Directions: Look through the records below and collect all lines that hold the string "dead".

** Material for this task follows **

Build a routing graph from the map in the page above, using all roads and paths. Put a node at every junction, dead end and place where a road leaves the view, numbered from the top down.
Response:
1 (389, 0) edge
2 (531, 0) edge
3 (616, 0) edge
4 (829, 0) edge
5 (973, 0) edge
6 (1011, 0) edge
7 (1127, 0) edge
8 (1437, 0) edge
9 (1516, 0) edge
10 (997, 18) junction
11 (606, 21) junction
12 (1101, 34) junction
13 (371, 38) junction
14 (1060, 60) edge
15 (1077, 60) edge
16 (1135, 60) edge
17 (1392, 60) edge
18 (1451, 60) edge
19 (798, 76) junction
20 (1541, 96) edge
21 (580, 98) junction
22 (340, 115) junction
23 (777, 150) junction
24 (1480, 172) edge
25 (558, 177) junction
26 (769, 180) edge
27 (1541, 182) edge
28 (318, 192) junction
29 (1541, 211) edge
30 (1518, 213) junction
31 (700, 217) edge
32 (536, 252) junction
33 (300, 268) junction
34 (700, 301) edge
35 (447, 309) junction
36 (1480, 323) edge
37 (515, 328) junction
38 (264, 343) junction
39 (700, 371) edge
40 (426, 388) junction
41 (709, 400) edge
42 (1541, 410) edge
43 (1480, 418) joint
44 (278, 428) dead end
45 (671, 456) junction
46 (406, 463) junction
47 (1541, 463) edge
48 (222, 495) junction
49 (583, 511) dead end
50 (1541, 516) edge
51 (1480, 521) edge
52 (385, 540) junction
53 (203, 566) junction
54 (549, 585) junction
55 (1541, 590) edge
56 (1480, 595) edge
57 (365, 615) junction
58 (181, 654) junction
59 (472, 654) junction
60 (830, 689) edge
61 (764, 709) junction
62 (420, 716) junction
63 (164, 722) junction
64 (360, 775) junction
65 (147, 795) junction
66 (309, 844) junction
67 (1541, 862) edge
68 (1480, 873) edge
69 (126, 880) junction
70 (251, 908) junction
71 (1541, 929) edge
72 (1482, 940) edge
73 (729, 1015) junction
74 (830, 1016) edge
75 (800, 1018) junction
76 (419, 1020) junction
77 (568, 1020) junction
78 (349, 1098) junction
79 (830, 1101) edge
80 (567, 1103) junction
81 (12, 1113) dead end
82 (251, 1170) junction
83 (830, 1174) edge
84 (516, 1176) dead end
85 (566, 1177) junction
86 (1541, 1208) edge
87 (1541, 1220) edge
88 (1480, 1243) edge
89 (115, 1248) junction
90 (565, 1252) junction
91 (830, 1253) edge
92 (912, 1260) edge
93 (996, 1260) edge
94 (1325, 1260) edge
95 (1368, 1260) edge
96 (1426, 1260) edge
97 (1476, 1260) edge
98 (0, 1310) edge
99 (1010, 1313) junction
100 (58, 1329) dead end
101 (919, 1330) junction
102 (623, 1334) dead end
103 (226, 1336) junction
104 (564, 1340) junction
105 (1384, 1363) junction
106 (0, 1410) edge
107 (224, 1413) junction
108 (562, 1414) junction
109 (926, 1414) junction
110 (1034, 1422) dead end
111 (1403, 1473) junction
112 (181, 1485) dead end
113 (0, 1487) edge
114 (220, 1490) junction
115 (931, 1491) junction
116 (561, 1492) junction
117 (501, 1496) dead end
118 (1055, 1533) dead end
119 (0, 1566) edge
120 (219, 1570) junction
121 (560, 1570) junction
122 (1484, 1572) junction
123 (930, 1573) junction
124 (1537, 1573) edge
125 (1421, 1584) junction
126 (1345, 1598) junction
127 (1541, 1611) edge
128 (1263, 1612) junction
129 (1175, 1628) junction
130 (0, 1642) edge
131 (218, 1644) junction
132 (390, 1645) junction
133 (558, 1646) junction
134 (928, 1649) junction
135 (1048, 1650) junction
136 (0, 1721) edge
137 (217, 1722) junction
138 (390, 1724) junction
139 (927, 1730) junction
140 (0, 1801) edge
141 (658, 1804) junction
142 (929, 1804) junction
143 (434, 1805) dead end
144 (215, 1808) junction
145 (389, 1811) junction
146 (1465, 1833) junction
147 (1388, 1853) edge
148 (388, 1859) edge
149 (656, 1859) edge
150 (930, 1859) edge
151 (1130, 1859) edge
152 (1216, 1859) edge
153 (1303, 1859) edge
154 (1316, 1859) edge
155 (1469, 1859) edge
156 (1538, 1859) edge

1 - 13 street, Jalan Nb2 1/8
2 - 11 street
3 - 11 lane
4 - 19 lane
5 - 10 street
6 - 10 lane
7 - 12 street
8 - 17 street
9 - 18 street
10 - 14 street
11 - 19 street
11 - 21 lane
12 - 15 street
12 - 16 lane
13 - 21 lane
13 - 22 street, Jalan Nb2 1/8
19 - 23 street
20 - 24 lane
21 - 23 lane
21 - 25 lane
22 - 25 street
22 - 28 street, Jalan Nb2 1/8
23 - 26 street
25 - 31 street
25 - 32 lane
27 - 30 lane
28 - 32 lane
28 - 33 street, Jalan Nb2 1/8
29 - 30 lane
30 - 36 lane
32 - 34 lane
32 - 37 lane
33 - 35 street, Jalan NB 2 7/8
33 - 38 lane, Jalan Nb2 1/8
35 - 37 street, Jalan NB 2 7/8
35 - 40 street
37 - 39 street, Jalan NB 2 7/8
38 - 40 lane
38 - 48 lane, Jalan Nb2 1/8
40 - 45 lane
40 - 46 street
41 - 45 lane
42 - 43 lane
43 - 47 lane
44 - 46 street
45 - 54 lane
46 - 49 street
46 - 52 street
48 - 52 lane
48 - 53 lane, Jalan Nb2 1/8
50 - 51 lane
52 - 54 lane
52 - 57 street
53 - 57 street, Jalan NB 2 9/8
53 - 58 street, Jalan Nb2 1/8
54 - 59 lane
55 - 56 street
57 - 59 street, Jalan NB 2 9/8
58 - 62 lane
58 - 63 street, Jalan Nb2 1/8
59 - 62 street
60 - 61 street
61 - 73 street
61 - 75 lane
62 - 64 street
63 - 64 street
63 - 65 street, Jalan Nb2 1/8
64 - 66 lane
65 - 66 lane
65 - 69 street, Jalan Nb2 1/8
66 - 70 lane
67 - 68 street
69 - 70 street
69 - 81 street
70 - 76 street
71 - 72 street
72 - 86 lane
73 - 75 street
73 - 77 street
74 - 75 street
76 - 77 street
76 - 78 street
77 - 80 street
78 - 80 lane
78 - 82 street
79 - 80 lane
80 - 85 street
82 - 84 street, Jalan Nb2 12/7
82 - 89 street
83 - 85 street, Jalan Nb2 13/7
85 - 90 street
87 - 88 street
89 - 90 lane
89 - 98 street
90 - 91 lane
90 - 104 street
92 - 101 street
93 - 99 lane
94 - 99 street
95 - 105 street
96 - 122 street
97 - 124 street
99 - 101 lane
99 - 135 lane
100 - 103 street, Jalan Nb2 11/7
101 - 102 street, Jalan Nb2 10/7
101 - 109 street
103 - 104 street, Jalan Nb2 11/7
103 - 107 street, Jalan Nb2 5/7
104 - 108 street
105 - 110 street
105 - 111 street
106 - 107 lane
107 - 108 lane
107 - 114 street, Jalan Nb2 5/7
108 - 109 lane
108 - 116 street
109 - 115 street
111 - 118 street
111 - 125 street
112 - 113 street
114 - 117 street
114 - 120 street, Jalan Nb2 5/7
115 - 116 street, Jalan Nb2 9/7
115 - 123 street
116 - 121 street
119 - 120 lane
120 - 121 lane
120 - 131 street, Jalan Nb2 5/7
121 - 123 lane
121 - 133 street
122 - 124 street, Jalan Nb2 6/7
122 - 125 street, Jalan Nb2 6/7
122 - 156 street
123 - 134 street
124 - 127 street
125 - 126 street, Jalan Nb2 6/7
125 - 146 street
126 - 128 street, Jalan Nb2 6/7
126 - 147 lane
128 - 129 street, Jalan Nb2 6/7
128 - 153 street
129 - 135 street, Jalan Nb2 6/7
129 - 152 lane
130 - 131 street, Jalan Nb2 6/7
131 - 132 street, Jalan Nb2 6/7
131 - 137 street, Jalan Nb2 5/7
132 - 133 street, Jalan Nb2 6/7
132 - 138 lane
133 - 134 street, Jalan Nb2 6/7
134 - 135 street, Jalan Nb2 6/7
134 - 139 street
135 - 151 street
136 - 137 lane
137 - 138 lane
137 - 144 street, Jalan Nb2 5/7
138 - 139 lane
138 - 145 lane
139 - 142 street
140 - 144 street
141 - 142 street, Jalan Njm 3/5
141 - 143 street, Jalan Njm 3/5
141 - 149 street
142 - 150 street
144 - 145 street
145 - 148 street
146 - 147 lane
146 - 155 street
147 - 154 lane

** End of Material for this task **

Task solution:
Build a routing graph from the map in the page above, using all roads and paths. Put a node at every junction, dead end and place where a road leaves the view, numbered from the top down.
44 (278, 428) dead end
49 (583, 511) dead end
81 (12, 1113) dead end
84 (516, 1176) dead end
100 (58, 1329) dead end
102 (623, 1334) dead end
110 (1034, 1422) dead end
112 (181, 1485) dead end
117 (501, 1496) dead end
118 (1055, 1533) dead end
143 (434, 1805) dead end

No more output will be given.